The Breakfast Book Bistro

House B Language Arts

Mrs. Gann


WHO:  Every student in House B Language Arts will choose two (2) books (fiction, nonfiction, drama, poetry) to independently read and review in written form.  We will provide you with a “fabulous suggested reading list” to help you choose books that are recommended and appropriate for seventh-graders.  We will help you choose books that meet your reading ability and interest level.  We will also give you plenty of samples of book reviews so that you see how to break apart a book into its smaller parts (character, plot, setting, illustration, etc) and write about these parts with sensitivity and understanding.    


WHAT:  You will complete a written review of each book you read.  Each review is worth 50 points.  (Rubric attached).  This entire assignment is worth 100 points.  For our “A” students, you cannot achieve an “A” this quarter if you don’t complete this assignment.  For our students on the other end, it is mathematically certain that you cannot pass this quarter if you do not complete this assignment.  Therefore, it is in every student’s best interest to take this assignment very seriously.


WHEN:  From now until March 11, 2005, every Friday will be devoted to in-class reading and working on your book reviews.  Be prepared every Friday to bring your book(s), your book review packet, and pen and paper.  You may NOT work on other projects during this time.  Mrs. Hanlon and I are here to answer questions, to do adult-edits of your reviews…you name it, we’re here for it.  We will have “checkpoints” along the way to help you manage your time effectively.  (Calendar attached).


DUE ON?:  Both reviews are due not later than Friday, March 18, 2005. 

Take out your agendas RIGHT NOW and mark this date on your calendars.  Our stamper will now do a quick fly-by and stamp your books with March 18 clearly noted.  Go stamper!


Additionally, the culminating event of this unit is the “Breakfast Book Bistro,” which will be discussed later.  (Don’t look yet, we’ll get there together).


HOW:  There will be two ways to complete the writing requirement of the assignment.

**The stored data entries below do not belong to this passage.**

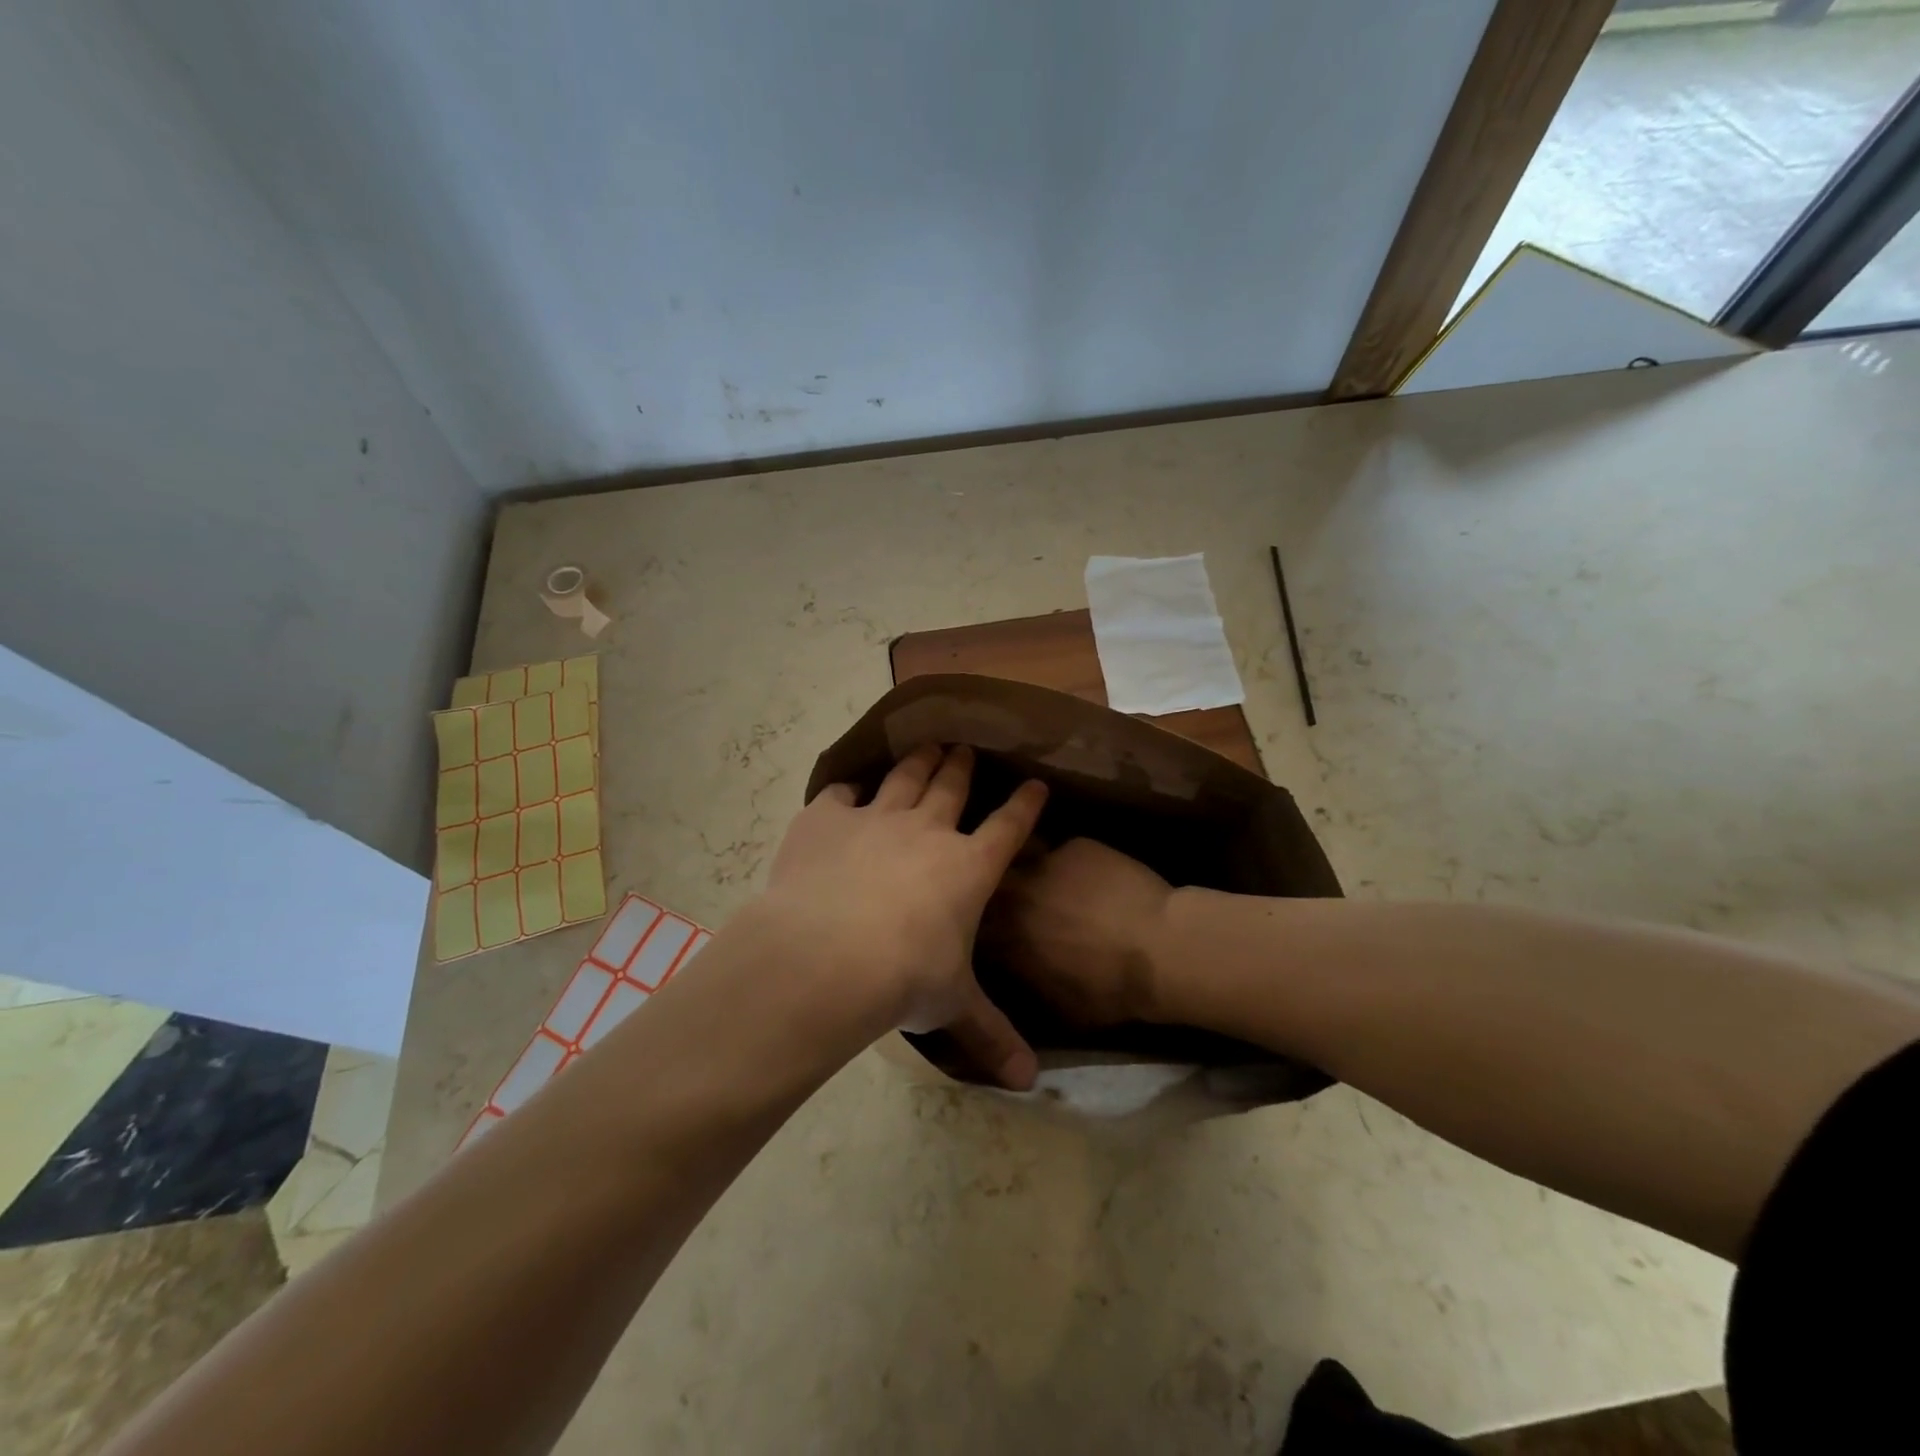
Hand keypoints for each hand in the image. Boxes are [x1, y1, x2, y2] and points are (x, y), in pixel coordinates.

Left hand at [755, 744, 1047, 1088]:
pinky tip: (847, 792)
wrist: (828, 955)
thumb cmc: (904, 978)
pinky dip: (846, 793)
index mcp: (967, 866)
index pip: (1008, 826)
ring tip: (927, 745)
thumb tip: (1029, 1084)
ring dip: (919, 761)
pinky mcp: (826, 818)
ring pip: (905, 777)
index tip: (1035, 784)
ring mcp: (875, 818)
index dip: (1024, 804)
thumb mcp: (953, 1005)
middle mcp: (927, 830)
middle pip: (952, 785)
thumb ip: (991, 1035)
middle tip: (968, 747)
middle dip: (963, 765)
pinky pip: (839, 796)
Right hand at [983, 839, 1174, 1025]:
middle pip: (988, 879)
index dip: (975, 923)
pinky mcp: (1076, 846)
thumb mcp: (1056, 1008)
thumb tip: (1013, 975)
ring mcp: (1044, 863)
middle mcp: (1013, 893)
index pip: (971, 922)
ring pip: (1022, 855)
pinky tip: (1092, 877)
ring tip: (1047, 879)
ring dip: (1026, 867)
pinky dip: (1071, 864)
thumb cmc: (1109, 991)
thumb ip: (1023, 984)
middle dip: (993, 885)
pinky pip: (1063, 852)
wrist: (1160, 950)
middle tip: (1013, 898)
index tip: (984, 928)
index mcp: (1002, 936)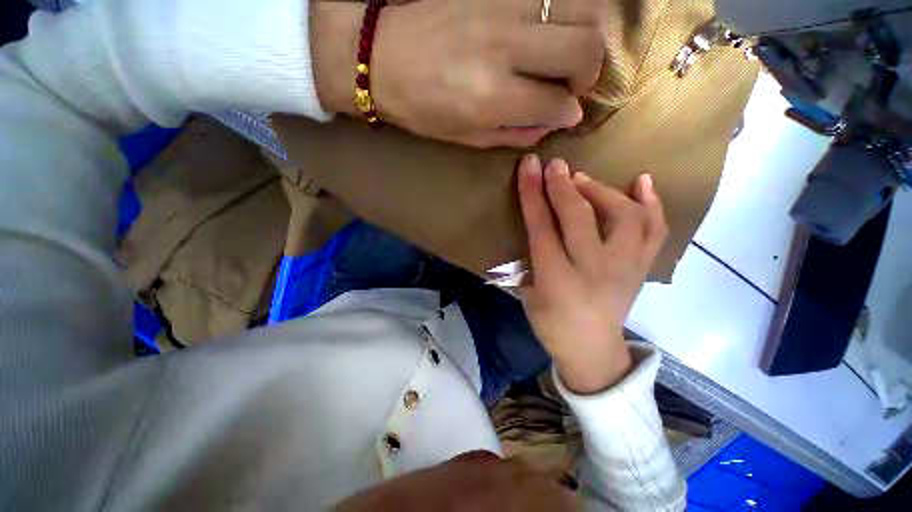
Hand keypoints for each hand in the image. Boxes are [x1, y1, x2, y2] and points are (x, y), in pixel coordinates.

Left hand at [310, 0, 605, 147]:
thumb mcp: (466, 138)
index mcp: (492, 97)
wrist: (381, 57)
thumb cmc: (421, 109)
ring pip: (581, 7)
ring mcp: (502, 7)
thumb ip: (513, 134)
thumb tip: (550, 126)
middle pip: (584, 47)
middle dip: (590, 73)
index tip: (568, 116)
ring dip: (586, 36)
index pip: (557, 103)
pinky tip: (549, 31)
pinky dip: (563, 13)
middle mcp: (505, 48)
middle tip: (573, 85)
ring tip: (567, 56)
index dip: (569, 114)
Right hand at [517, 154, 667, 393]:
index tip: (529, 167)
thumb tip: (536, 222)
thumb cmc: (551, 324)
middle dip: (563, 185)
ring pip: (623, 216)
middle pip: (580, 217)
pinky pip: (655, 229)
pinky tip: (642, 181)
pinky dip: (652, 202)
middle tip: (554, 165)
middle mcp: (594, 270)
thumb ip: (531, 257)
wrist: (592, 350)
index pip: (542, 227)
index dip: (533, 194)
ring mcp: (626, 268)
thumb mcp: (528, 293)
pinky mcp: (642, 268)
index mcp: (557, 280)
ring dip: (601, 190)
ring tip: (584, 180)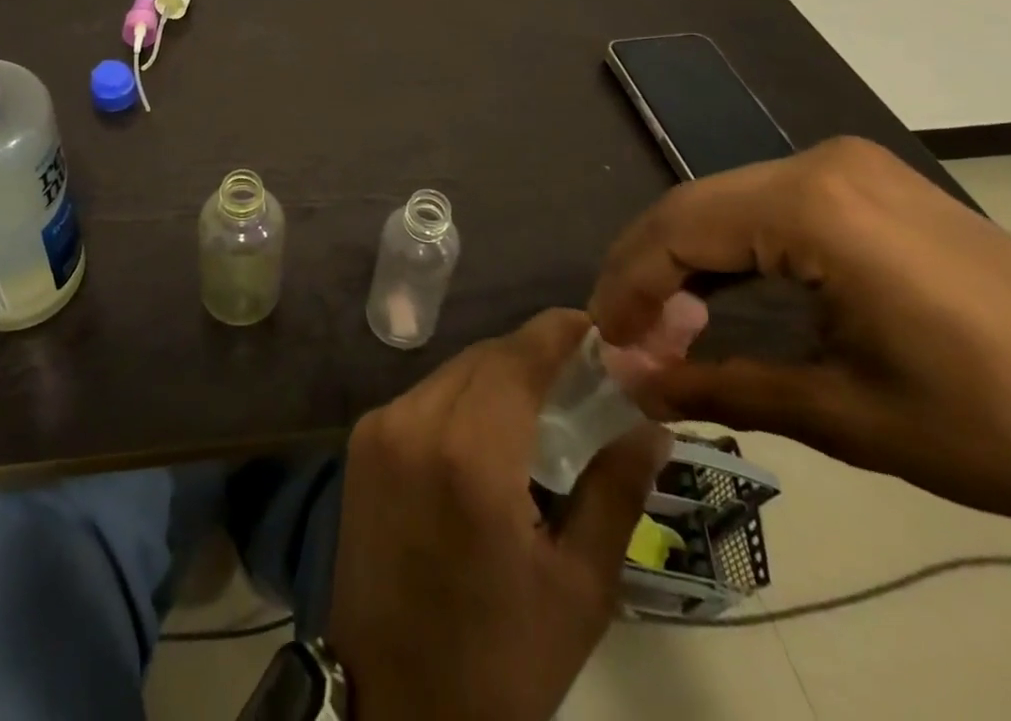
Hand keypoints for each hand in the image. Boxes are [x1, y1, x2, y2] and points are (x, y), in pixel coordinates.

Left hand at [327, 310, 668, 720]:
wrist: (393, 706)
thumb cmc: (499, 661)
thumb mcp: (578, 587)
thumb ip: (614, 490)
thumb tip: (650, 423)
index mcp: (469, 455)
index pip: (518, 358)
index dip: (557, 333)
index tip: (595, 327)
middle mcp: (414, 421)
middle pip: (484, 359)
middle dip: (533, 357)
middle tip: (581, 377)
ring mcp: (379, 427)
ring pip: (452, 372)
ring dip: (497, 376)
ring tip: (543, 404)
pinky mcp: (361, 441)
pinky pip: (425, 397)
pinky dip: (463, 398)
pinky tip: (490, 431)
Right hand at [589, 136, 1010, 574]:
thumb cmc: (1002, 427)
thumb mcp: (843, 416)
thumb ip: (718, 385)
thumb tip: (628, 386)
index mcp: (811, 205)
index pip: (678, 230)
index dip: (629, 286)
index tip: (603, 342)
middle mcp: (820, 164)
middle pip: (693, 209)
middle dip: (647, 274)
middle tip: (626, 340)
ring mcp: (851, 171)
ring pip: (726, 205)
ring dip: (685, 264)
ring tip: (664, 328)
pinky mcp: (874, 189)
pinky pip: (770, 209)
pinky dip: (732, 255)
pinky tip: (720, 299)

1.  Our fabulous language arts House B website.  “What fabulous language arts House B website?” you ask.  We have set up an interactive website just for this assignment and this House.  The web address is: (and follow the links for “Book Bistro”).  You may post your reviews on this website and gain some valuable knowledge in using technology for educational purposes.  This website is linked from Greenbriar’s home page, so you can also find it that way (thank Miss Rossman when you see her, okay?)  Are there disciplinary penalties for misusing the website or for putting inappropriate material on the website?  You bet your bippee—and this is not something you want to test me on, or else you’ll be seeing me, Mrs. Hanlon, Mr. Clark, and your parents in a conference room having a very unpleasant conversation.  Consider yourself warned.


2.  Plain old pen and paper.  Of the two methods of completing your assignment, this is the less desirable.  We would really encourage you to use the Internet in the Media Center, at your local library, or perhaps through a family member or friend to complete your reviews.  However, we also know that not everyone has Internet access, and we want you to be successful in this unit.  We will accept written book reviews and they will be weighted the same as the interactive reviews.  All the other rules you know and love apply—it must be written NEATLY in blue or black pen or typed; font should be 12 or 14 point Times New Roman or Courier; and of course, it MUST be on time.


THE BIG EVENT:   A Breakfast Book Bistro is actually what we snobby teachers call a “literacy event.”  Other people might call it “book sharing” or “live book reviewing.”  Mrs. Hanlon and I have scheduled an entire morning—and an entire meal—for your Breakfast Book Bistro on March 24, 2005 (the last day of school before Easter break).  We already have many volunteers lined up to help (plus some big surprises we are working on!).  Mr. Spisak, Mr. Clark, and the teachers in House B are also supporting our event.  We are going to invite your parents and other adults to share the experience.  More information about that is forthcoming in the near future.


What happens at a book bistro?  Eight (8) or so students sit at a table, have breakfast, and orally review for each other one (1) of the books they have read for the unit.  An adult volunteer will sit at each table and facilitate.  You will be given forms to complete so that you can keep track of books you might want to read based on your friends’ reviews.  You may use a copy of your written review to assist you in your presentation of your book.  You will be partnered with students from other classes, so that you really get a different perspective on what books other seventh-graders are reading.  You should bring the book you’re reviewing with you…so you will want to have a copy of it from your local bookstore or library. 


Don’t panic!  We have a long time before the event, and we will frequently remind you to budget your time, stay organized, and plan.  Right now, just pick two books that you think you will want to read and get to it!


MATERIALS YOU WILL NEED:  (i.e.  get organized now!)


A folder marked “Breakfast Book Bistro,” which you will bring to class every Friday (no, I don’t care what color it is!!)


All the handouts we give you (NOTHING GETS THROWN OUT)


2 books of your choice



Be this guy:



“I already have my two books planned!”